Jouer et s’écouter, écouter les autres et les accompagner, accompagner les autres en les écoutant chanter car tout est et doit être chant (dixit Chopin!), c’est immense. Durer dans le milieu de la musique classique relève du prodigieux même quand on a été enfant prodige et c’est le cas de tous ceux que j’ai nommés ici dans cette recension.
Je reste donc toujours surpris du sort des artistes. J’ai conservé, depuis 1976 que je me rends à toutes les occasions d’audition à ma modeste portée, tous les programmes des concours internationaux de musique de Montréal (sous madame Marcil et ceux du CIMM à présent).
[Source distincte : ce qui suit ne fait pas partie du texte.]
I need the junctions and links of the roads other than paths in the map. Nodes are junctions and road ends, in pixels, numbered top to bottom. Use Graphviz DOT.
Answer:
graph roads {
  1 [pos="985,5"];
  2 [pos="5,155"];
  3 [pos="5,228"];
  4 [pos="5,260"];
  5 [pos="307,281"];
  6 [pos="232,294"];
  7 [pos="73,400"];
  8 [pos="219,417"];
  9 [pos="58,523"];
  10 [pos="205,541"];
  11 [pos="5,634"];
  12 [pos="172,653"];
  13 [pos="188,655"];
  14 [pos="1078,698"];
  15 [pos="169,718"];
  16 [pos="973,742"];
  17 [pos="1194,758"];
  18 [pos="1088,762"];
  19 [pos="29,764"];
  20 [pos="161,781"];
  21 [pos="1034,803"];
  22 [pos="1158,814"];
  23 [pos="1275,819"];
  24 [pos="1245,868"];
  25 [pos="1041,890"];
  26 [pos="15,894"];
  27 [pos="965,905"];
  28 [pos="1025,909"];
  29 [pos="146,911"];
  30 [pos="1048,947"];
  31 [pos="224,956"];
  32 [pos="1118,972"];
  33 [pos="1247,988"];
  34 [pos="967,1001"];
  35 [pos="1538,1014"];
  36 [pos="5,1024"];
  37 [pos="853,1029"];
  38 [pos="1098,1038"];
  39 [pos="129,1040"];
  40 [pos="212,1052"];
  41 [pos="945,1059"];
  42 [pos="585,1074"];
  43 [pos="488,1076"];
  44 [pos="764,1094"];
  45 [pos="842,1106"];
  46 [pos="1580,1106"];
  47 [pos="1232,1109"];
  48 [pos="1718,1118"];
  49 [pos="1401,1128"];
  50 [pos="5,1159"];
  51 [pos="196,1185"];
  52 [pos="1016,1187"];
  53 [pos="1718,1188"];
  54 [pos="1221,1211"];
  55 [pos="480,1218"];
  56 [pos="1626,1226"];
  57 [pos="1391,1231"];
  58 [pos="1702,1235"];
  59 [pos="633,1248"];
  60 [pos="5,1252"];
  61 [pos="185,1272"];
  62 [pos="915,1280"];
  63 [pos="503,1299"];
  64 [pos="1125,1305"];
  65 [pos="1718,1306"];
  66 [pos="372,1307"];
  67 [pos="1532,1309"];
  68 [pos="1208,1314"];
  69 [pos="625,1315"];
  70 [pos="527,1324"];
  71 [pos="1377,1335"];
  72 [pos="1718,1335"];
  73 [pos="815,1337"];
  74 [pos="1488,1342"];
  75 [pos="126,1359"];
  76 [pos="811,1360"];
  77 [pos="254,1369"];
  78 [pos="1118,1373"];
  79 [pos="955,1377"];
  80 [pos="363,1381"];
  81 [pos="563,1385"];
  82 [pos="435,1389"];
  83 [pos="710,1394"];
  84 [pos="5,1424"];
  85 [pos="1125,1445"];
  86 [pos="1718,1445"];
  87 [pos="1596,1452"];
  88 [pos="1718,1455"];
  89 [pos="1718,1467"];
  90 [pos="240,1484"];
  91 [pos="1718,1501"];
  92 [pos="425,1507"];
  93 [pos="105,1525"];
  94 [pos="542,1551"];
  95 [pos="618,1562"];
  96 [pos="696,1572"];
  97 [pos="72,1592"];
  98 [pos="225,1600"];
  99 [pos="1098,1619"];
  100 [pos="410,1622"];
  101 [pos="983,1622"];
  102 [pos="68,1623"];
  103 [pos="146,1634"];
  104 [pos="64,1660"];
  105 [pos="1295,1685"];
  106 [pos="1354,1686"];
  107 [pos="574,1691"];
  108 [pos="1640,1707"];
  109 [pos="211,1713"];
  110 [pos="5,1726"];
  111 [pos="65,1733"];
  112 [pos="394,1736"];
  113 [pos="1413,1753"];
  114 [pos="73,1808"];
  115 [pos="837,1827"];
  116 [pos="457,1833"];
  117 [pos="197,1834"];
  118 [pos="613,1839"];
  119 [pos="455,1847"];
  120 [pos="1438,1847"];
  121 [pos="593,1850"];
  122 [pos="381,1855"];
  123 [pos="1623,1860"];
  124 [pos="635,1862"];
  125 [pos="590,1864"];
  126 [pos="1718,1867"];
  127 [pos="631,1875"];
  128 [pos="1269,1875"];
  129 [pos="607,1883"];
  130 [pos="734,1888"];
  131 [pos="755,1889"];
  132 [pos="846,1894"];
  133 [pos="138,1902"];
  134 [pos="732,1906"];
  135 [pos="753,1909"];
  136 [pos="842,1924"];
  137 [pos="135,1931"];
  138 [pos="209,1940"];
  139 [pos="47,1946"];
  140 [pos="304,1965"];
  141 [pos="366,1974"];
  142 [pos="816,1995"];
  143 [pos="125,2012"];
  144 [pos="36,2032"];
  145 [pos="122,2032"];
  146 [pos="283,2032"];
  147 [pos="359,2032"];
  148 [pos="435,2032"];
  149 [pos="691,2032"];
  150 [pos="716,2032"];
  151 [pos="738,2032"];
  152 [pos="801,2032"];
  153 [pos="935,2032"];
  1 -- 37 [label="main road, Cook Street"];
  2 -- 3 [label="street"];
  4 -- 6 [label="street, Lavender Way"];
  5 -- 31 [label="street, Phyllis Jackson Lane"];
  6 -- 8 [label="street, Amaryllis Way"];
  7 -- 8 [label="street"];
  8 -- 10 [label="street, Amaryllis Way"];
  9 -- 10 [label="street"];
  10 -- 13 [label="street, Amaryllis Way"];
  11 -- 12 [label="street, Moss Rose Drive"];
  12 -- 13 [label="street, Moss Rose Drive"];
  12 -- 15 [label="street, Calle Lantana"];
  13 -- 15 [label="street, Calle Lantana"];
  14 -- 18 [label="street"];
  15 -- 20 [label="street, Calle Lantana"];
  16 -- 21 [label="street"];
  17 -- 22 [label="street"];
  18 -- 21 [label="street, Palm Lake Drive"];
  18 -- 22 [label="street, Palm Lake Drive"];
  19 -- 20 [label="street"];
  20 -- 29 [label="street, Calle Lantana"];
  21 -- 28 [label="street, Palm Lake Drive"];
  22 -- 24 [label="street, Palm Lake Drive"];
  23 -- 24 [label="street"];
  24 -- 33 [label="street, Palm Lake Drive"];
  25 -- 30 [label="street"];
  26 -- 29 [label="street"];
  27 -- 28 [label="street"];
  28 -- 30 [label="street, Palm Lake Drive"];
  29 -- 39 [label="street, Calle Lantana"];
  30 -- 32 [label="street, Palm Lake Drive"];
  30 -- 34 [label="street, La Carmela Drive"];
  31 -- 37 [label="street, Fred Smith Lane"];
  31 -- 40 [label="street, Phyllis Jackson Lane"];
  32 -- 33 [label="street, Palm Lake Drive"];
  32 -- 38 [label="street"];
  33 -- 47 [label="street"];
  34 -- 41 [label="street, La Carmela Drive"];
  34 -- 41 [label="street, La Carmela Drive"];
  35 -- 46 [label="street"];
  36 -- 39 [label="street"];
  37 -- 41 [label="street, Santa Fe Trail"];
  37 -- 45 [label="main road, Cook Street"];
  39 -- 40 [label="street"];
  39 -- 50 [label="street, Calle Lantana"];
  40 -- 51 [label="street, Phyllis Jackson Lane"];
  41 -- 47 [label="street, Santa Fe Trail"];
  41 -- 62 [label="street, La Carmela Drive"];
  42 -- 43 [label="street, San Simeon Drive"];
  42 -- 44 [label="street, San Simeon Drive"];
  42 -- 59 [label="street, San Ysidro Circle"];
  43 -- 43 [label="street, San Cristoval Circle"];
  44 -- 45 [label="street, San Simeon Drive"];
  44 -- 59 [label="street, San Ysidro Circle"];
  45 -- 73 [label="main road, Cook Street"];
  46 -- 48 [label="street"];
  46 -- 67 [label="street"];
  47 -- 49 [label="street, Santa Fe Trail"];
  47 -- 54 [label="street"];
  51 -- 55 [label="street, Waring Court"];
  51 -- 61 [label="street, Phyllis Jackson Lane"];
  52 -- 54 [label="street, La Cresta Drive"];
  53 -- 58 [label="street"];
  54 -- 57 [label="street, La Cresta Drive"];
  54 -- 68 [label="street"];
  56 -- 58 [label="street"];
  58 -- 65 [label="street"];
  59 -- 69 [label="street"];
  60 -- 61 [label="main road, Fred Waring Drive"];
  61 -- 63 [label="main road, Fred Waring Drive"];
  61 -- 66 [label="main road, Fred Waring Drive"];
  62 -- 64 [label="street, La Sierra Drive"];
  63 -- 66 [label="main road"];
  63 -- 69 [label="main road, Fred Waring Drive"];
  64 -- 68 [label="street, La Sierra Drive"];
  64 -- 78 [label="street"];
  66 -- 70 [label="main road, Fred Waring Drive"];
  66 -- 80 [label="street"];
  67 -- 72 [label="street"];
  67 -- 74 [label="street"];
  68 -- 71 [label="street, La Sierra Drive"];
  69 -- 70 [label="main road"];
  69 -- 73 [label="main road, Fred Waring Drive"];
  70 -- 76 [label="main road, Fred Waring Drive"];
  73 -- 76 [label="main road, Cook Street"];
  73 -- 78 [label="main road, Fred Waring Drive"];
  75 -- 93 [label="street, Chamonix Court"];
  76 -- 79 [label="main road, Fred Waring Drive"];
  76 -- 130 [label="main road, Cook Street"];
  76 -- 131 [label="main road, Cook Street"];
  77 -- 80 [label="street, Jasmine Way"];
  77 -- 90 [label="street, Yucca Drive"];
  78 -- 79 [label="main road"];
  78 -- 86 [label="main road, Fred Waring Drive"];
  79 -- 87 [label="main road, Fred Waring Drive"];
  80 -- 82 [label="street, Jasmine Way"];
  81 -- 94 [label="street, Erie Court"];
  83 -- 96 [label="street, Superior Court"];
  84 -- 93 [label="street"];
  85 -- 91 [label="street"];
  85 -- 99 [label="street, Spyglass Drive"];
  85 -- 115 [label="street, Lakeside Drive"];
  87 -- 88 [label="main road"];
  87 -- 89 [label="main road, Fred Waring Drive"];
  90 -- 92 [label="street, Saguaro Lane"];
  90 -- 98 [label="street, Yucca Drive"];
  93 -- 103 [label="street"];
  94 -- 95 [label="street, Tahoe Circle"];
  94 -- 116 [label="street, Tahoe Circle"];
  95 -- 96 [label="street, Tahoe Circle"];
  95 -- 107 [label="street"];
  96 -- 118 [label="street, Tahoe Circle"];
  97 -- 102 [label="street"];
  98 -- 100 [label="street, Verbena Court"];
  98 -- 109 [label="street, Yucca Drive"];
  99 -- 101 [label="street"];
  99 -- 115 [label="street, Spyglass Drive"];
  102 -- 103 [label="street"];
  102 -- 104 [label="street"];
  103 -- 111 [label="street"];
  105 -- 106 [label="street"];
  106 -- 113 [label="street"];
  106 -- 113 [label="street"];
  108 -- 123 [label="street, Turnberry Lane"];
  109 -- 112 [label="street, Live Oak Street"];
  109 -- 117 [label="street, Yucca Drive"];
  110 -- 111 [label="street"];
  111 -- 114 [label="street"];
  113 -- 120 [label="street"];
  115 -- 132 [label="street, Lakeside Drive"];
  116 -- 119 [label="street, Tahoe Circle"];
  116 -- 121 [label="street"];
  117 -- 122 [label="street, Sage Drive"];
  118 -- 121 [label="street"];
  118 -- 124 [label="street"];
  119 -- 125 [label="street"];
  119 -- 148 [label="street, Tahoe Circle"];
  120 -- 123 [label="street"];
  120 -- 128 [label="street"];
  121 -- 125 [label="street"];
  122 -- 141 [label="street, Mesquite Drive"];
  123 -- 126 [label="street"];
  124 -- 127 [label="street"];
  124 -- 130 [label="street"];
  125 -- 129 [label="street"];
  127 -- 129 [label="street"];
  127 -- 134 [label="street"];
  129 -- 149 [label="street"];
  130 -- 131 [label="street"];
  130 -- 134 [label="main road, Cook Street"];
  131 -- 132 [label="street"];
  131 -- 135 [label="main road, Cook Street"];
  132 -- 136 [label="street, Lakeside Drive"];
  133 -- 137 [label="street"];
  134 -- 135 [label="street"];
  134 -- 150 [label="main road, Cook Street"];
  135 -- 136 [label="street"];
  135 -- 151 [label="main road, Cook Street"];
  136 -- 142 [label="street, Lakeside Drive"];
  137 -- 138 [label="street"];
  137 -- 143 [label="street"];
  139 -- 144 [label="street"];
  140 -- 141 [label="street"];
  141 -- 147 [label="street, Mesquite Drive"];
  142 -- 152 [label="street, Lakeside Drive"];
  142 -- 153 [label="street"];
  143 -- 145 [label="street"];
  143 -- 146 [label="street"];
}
En feuilletant minutieusement les pages des programmes, j’y lis et revois le nom de tant de prétendants à une carrière musicale. J’y revois et souligne le nom des éliminés repartis ailleurs triompher, parfois, mais la plupart de ces gagnants et de ces lauréats finalistes ont disparu de la scène. Plusieurs se sont réfugiés dans l’enseignement tant les carrières sont difficiles et cela plus que jamais.
De constater que M, Jon Kimura Parker a su tirer son épingle du jeu pour jouer encore et qu’il fait office de professeur à Houston me soulage. Ce ne sont pas tous les virtuoses qui, comme Louis Lortie, ont signé plusieurs fois, en concert des intégrales complètes de toutes les oeuvres pour piano de Mozart, de Beethoven, de Liszt, de Ravel, enfin de Chopin, s’attaquant même désormais à Scriabine et le gigantesque quoique méconnu Gabriel Fauré…le tout en bien plus de cinquante enregistrements chez CHANDOS faisant référence d’étalon de mesure en matière d’interprétation remarquable. Je suis rempli d’une admiration infinie pour tous ces musiciens énumérés plus haut, par bonheur venus jouer et chanter au LMMC. La visite prochaine d’André Laplante en récital au LMMC marquera encore ma réflexion philosophique à propos de la persévérance héroïque des musiciens d’immense talent comme le sien. Un médaillé d’argent au Concours Tchaïkovsky c’est un haut fait, mais bien plus encore la poétique ferveur d’une âme émouvante dans tout ce qu’elle cisèle et embrasse avec force mais aussi avec délicatesse.